PROVIDED RECORDS:

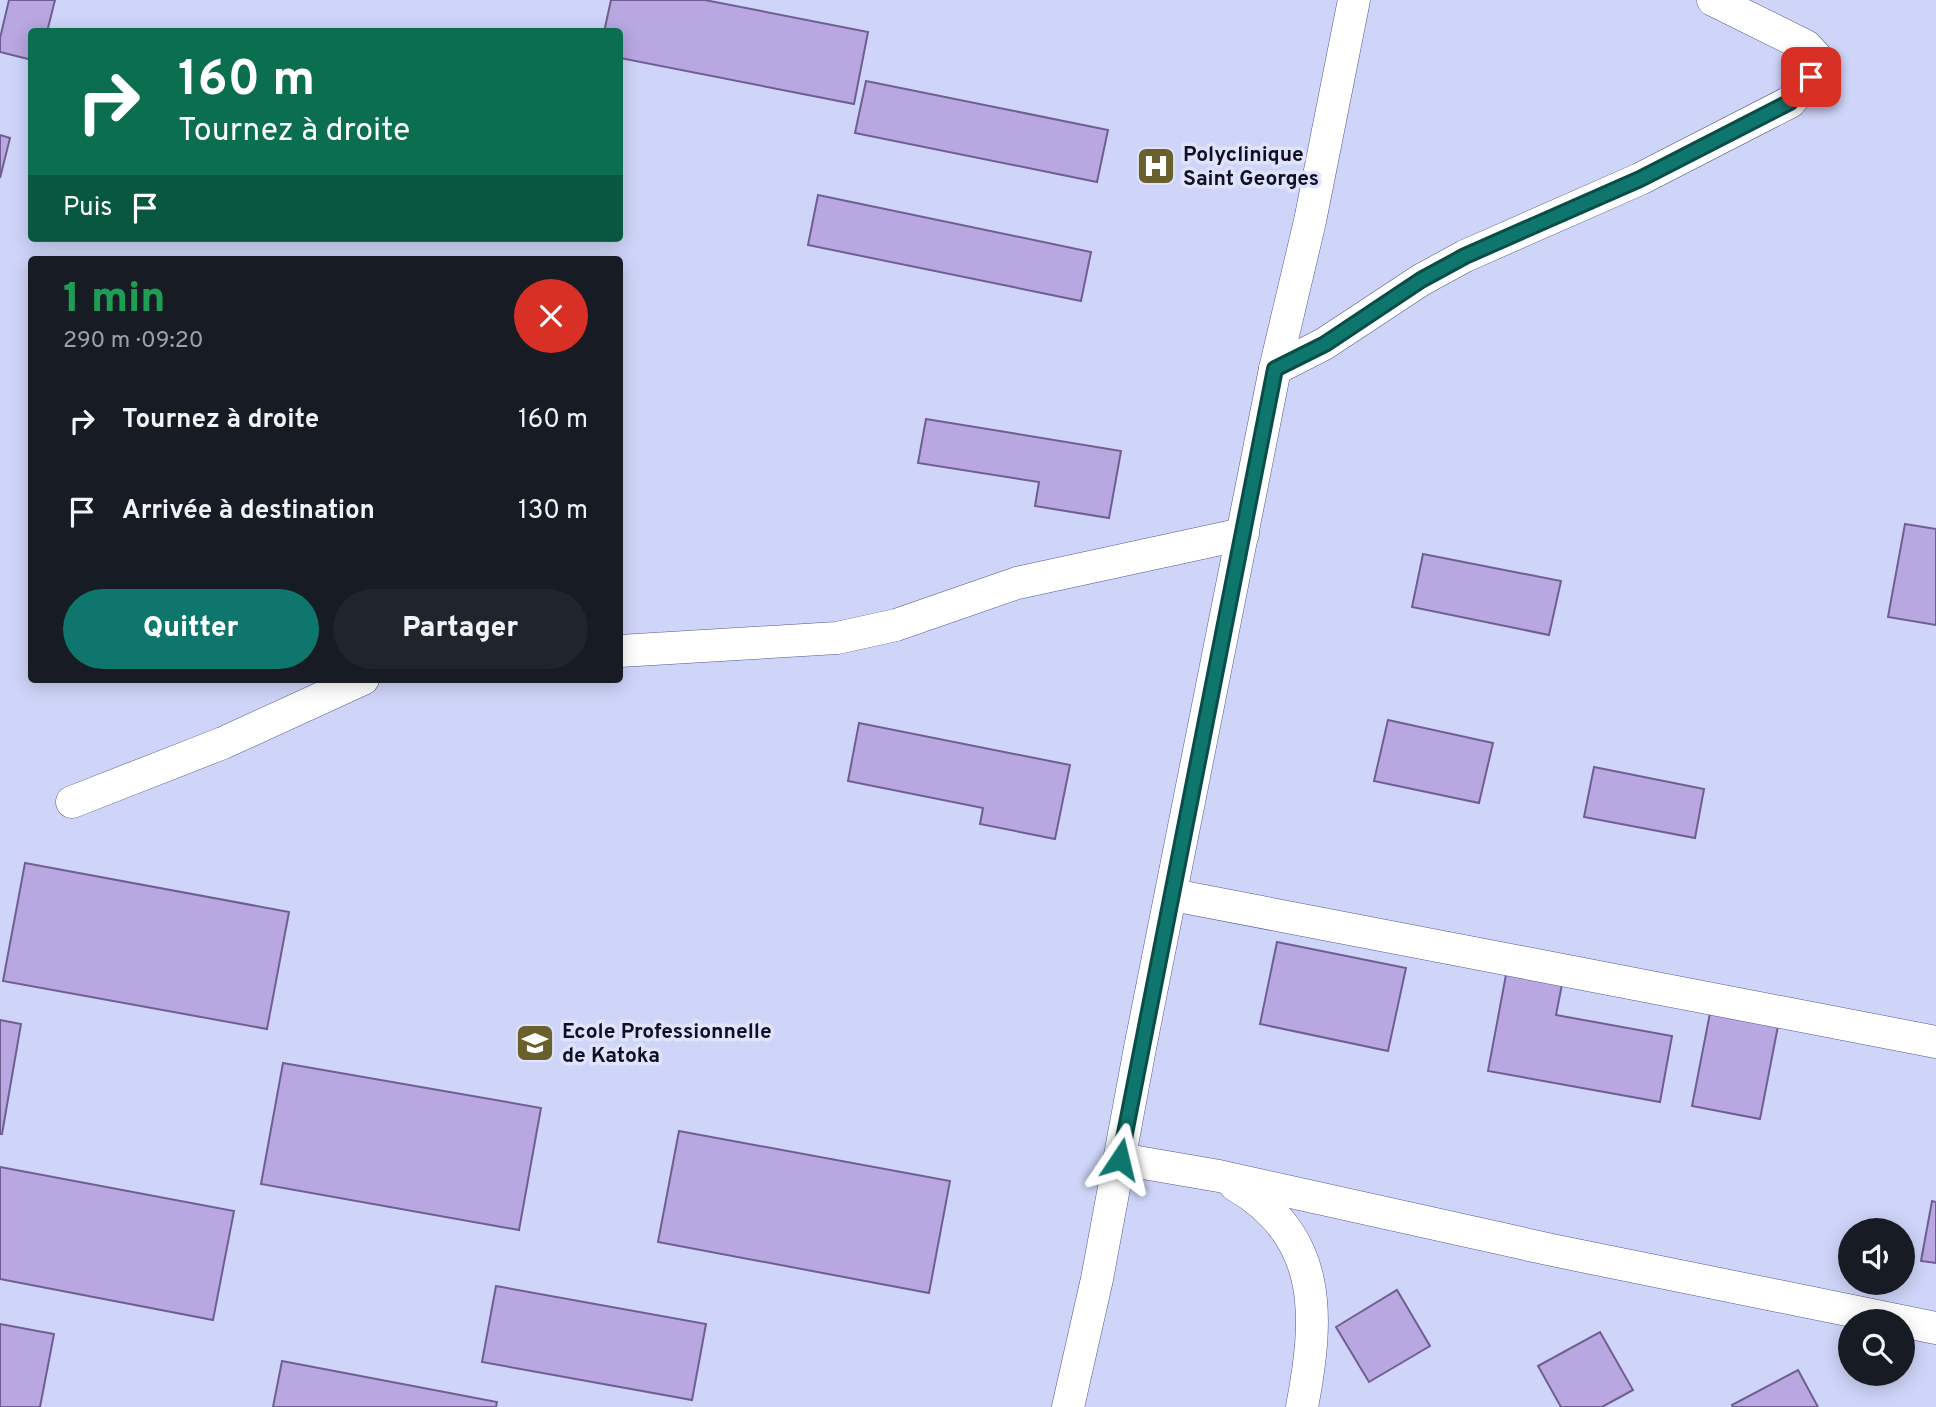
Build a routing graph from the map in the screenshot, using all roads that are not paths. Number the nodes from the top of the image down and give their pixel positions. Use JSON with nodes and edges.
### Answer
{"nodes":[{"id":1,"x":1354,"y":0,"type":"edge"},
{"id":2,"x":1713,"y":0,"type":"edge"},
{"id":3,"x":1275,"y":369,"type":"junction"},
{"id":4,"x":1243,"y":534,"type":"junction"},
{"id":5,"x":623,"y":652,"type":"edge"},
{"id":6,"x":354,"y":683,"type":"edge"},
{"id":7,"x":72,"y":802,"type":"dead end"},
{"id":8,"x":1172,"y":895,"type":"junction"},
{"id":9,"x":1936,"y":1042,"type":"edge"},
{"id":10,"x":1120,"y":1159,"type":"junction"},
{"id":11,"x":1219,"y":1176,"type":"junction"},
{"id":12,"x":1936,"y":1328,"type":"edge"},
{"id":13,"x":1068,"y":1407,"type":"edge"},
{"id":14,"x":1302,"y":1407,"type":"edge"}],
"edges":[{"from":1,"to":3,"type":"street"},
{"from":2,"to":3,"type":"street"},
{"from":3,"to":4,"type":"street"},
{"from":4,"to":5,"type":"street"},
{"from":4,"to":8,"type":"street"},
{"from":6,"to":7,"type":"street"},
{"from":8,"to":9,"type":"street"},
{"from":8,"to":10,"type":"street"},
{"from":10,"to":11,"type":"street"},
{"from":10,"to":13,"type":"street"},
{"from":11,"to":12,"type":"street"},
{"from":11,"to":14,"type":"street"}]}
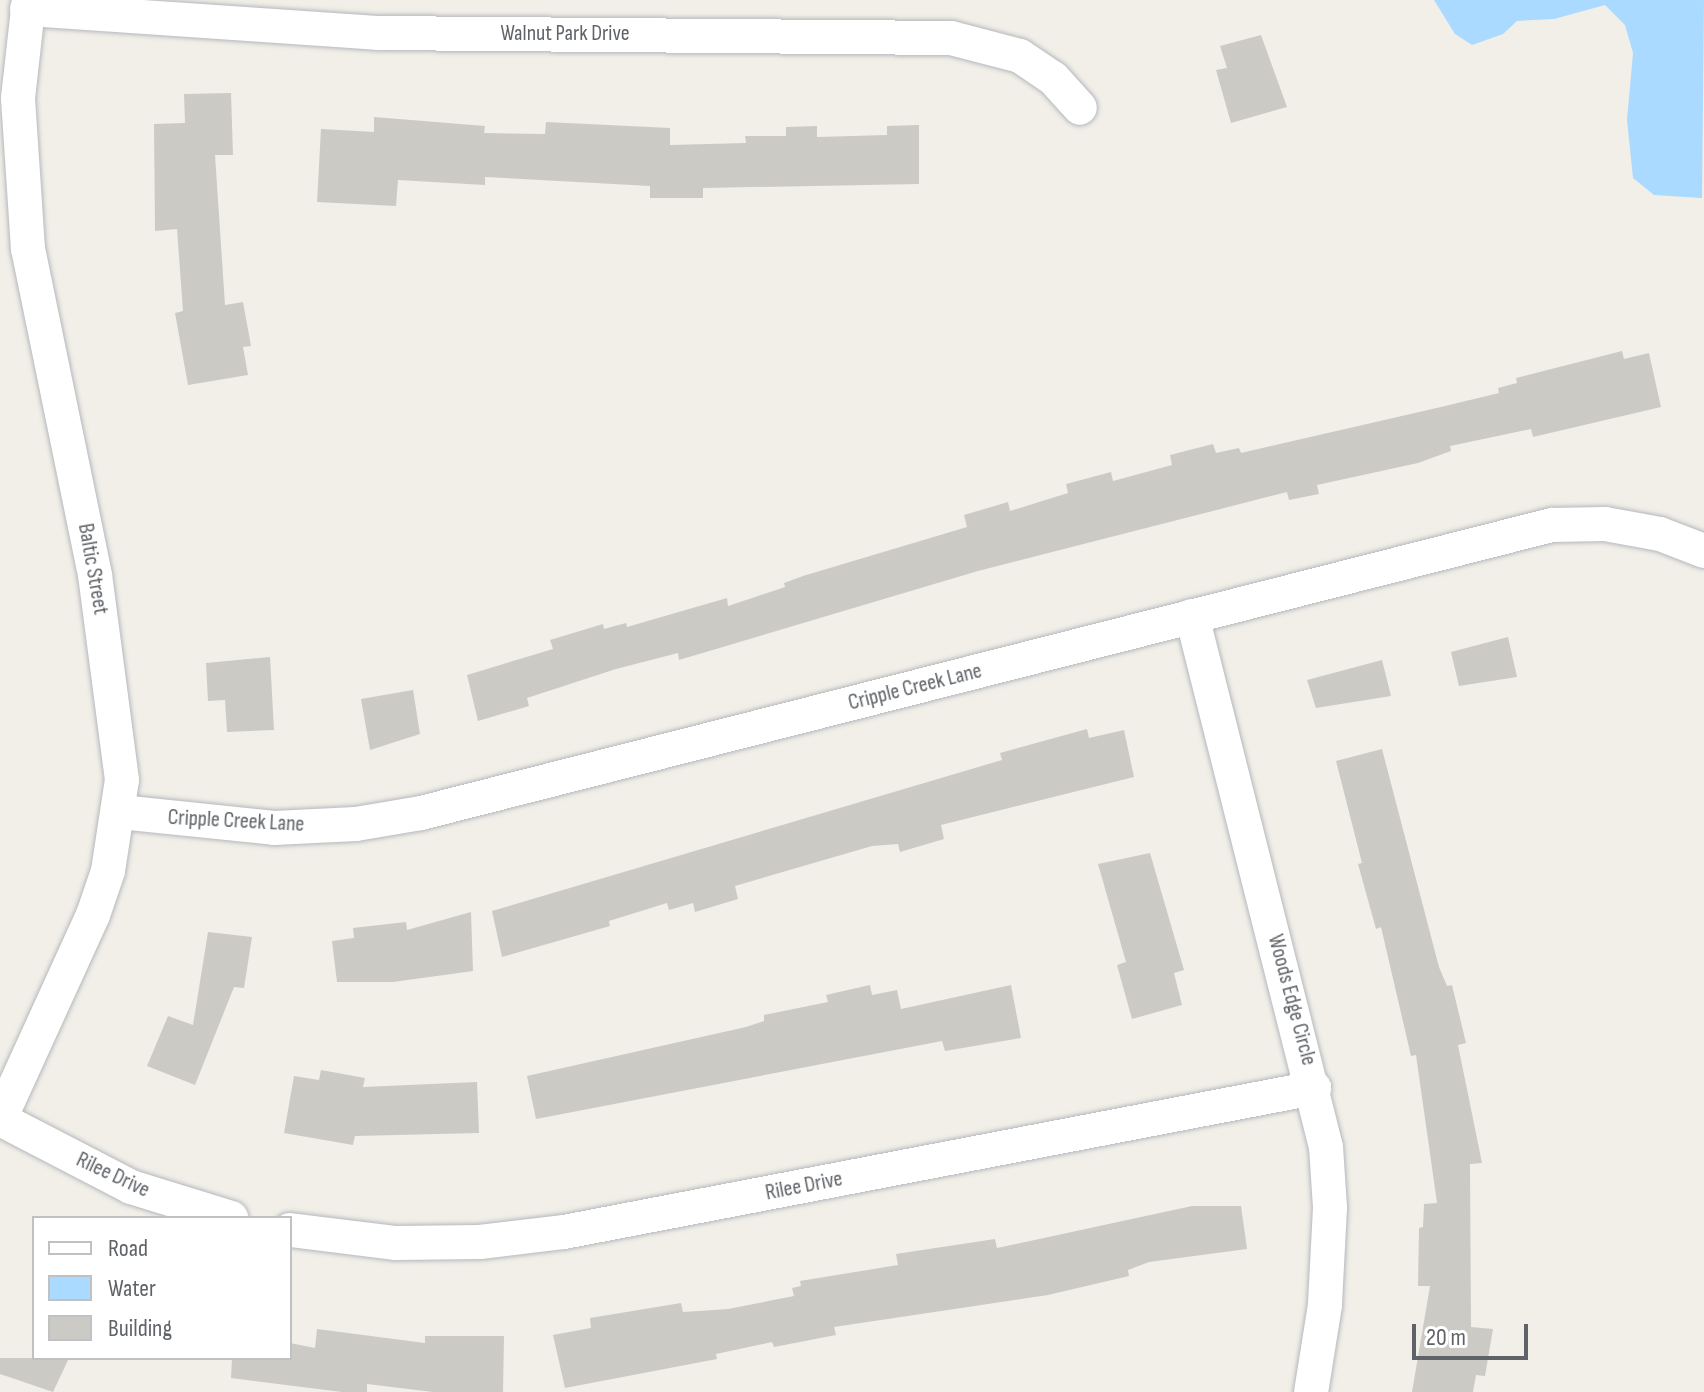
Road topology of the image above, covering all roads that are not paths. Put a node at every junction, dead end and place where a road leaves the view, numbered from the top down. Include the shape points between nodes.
1 (28, 4) edge
2 (1080, 108) dead end
3 (1704, 551) edge
4 (1192, 616) junction
5 (120, 812) junction
6 (1314, 1088) junction
7 (0, 1119) edge
8 (225, 1216) edge
9 (292, 1230) edge
10 (1311, 1392) edge

1 - 2 street, Walnut Park Drive via 378,33 951,38 1020,56 1053,78
1 - 5 street, Baltic Street via 18,98 28,249 95,575 119,736
3 - 4 street, Cripple Creek Lane via 1660,534 1605,524 1552,525
4 - 5 street, Cripple Creek Lane via 421,813 356,824 274,828
4 - 6 street, Woods Edge Circle
5 - 7 street, Baltic Street via 93,915
6 - 9 street, Rilee Drive via 564,1232 480,1242 396,1243
6 - 10 street, Woods Edge Circle via 1330,1208 1325,1305
7 - 8 street, Rilee Drive via 131,1187

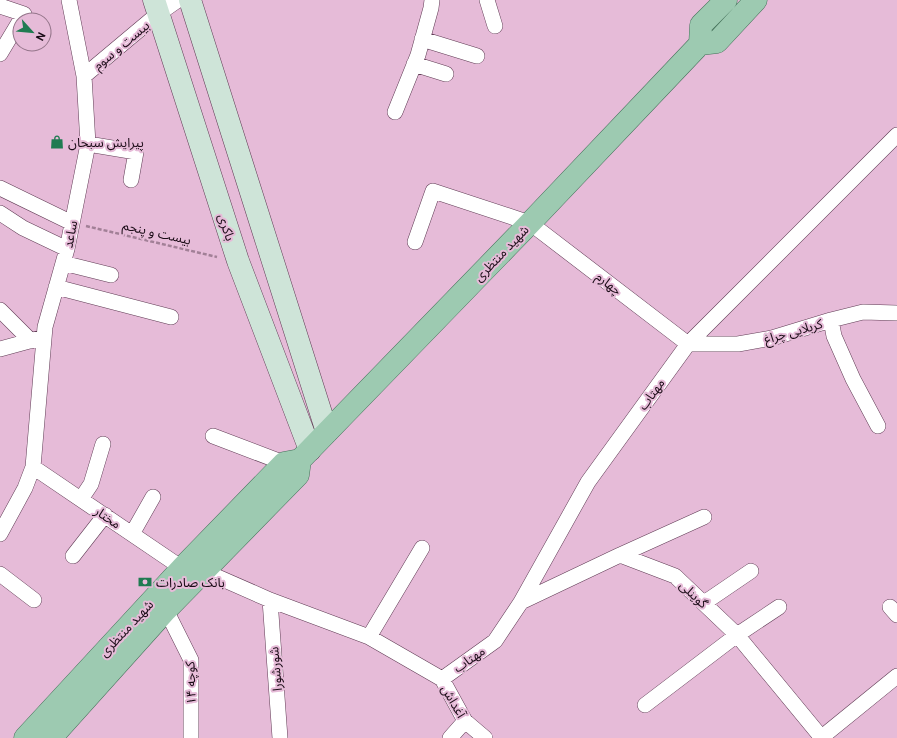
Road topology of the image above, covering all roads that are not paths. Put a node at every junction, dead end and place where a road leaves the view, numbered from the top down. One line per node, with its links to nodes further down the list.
1 (69, 0): 17 (street, ساعد)
2 (178, 0): 9 (street, بیست و سوم)
3 (190, 0): 39 (main road)
4 (432, 0): 11 (street)
5 (487, 0): 10 (street)
6 (726, 0): 12 (main road)
7 (756, 0): 12 (main road)
8 (0, 6): 13 (street)
9 (156, 7): 17 (street, بیست و سوم); 42 (main road, باکری)
10 (496, 26)
11 (422, 39): 14 (street); 15 (street)
12 (700, 44): 25 (main road, شهید منتظری)
13 (0, 54)
14 (477, 56)
15 (414, 64): 16 (street); 18 (street)
16 (446, 74)
17 (84, 76): 20 (street, ساعد)
18 (395, 112)
19 (897, 135): 36 (street, مهتاب)
20 (88, 144): 21 (street); 24 (street, ساعد)
21 (131, 180)
22 (0, 188): 24 (street)
23 (0, 213): 27 (street)
24 (72, 223): 27 (street, ساعد)
25 (530, 223): 26 (street, چهارم); 36 (street, چهارم); 39 (main road, شهید منتظری)
26 (416, 242)
27 (67, 248): 28 (street, ساعد)
28 (63, 263): 29 (street); 30 (street, ساعد)
29 (111, 275)
30 (56, 287): 33 (street); 35 (street, ساعد)
31 (0, 310): 35 (street)
32 (897, 313): 34 (street, کربلایی چراغ)
33 (171, 317)
34 (832, 320): 36 (street, کربلایی چراغ); 38 (street)
35 (37, 339): 37 (street); 43 (street, ساعد)
36 (688, 344): 59 (street, مهتاب)
37 (0, 349)
38 (878, 426)
39 (327, 432): 42 (main road, شهید منتظری)
40 (213, 436): 42 (street)
41 (103, 444): 45 (street)
42 (298, 457): 53 (main road, شهید منتظری); 54 (main road, شهید منتظری)
43 (33, 467): 45 (street, مختار); 48 (street, ساعد)
44 (153, 497): 49 (street)
45 (81, 499): 46 (street, مختار)
46 (104, 515): 49 (street, مختار); 52 (street)
47 (704, 517): 51 (street)
48 (0, 534)
49 (132, 534): 53 (street, مختار)
50 (422, 548): 64 (street)
51 (620, 555): 59 (street); 60 (street, گوینلی)
52 (73, 556)
53 (182, 568): 61 (main road, شهید منتظری)
54 (204, 570): 58 (street); 61 (main road, شهید منتظری)
55 (750, 571): 60 (street)
56 (0, 574): 57 (street)
57 (34, 600)
58 (270, 600): 64 (street); 72 (street, شورشورا)
59 (521, 602): 66 (street, مهتاب)
60 (704, 603): 63 (street, گوینلی)
61 (160, 604): 69 (main road, شهید منتظری); 70 (main road, شهید منتظری); 71 (street, کوچه ۱۴)
62 (779, 607): 63 (street)
63 (737, 635): 67 (street); 75 (street, گوینلی)
64 (369, 637): 66 (street)
65 (897, 676): 75 (street)
66 (442, 679): 68 (street, آغداش)
67 (645, 705)
68 (466, 721): 73 (street); 74 (street, آغداش)
69 (25, 738)
70 (51, 738)
71 (191, 738)
72 (280, 738)
73 (450, 738)
74 (485, 738)
75 (822, 738)

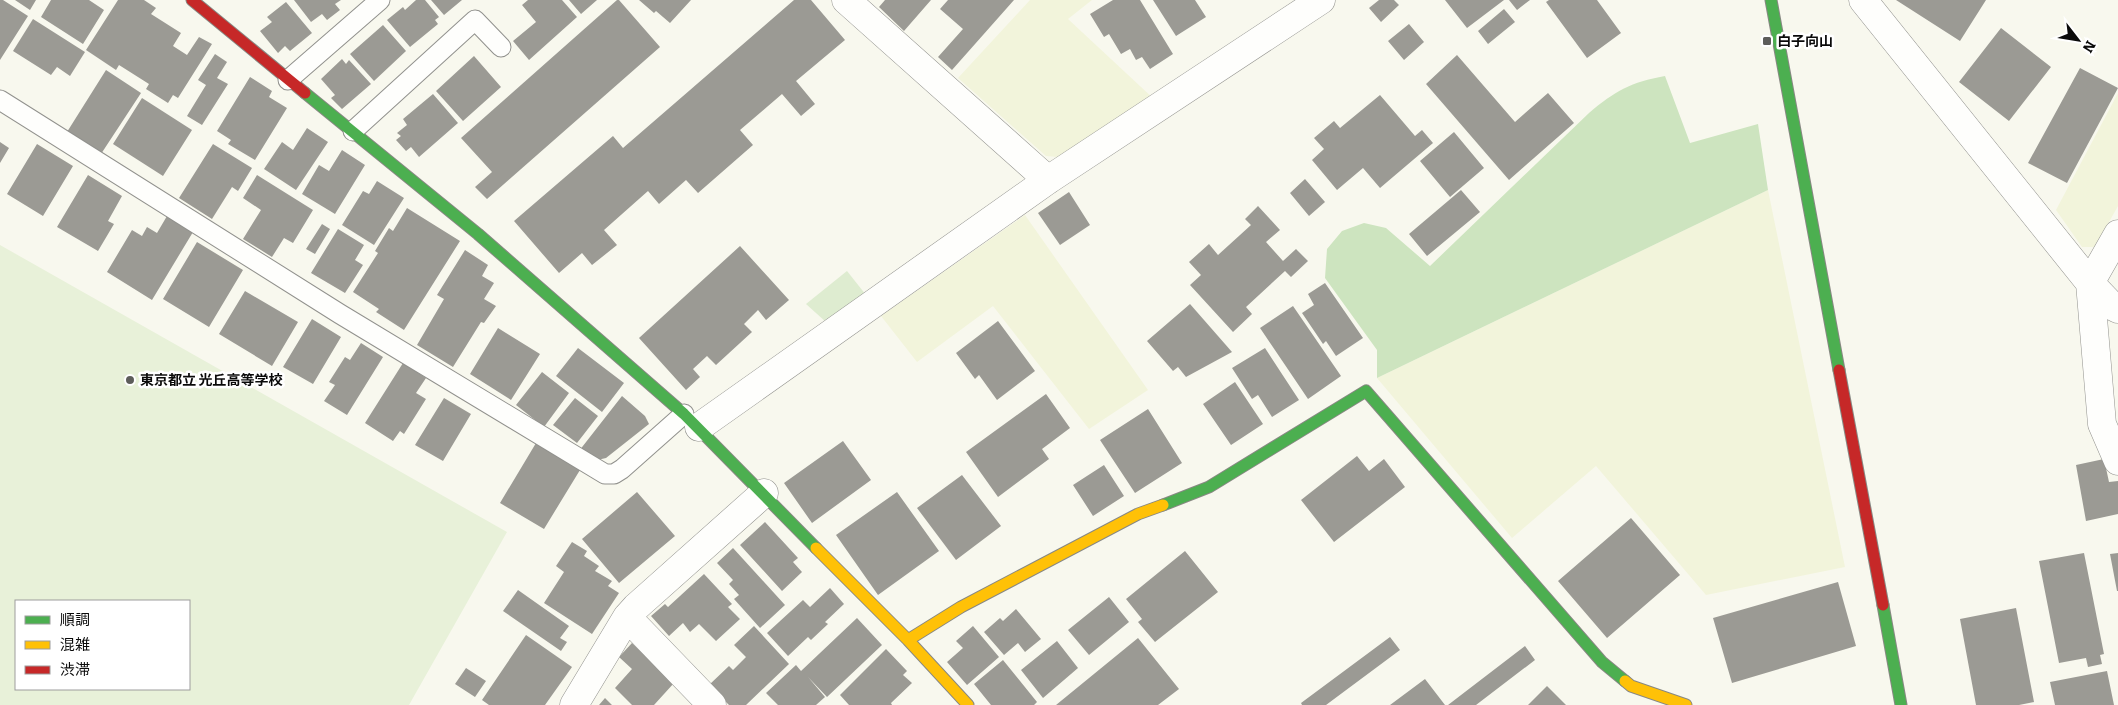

PROBLEM DESCRIPTION:
Whenever the string "مختار" turns up in a line of the data, copy that line.

THE ANSWER:
43 (33, 467): 45 (street, مختار); 48 (street, ساعد)
45 (81, 499): 46 (street, مختار)
46 (104, 515): 49 (street, مختار); 52 (street)
49 (132, 534): 53 (street, مختار)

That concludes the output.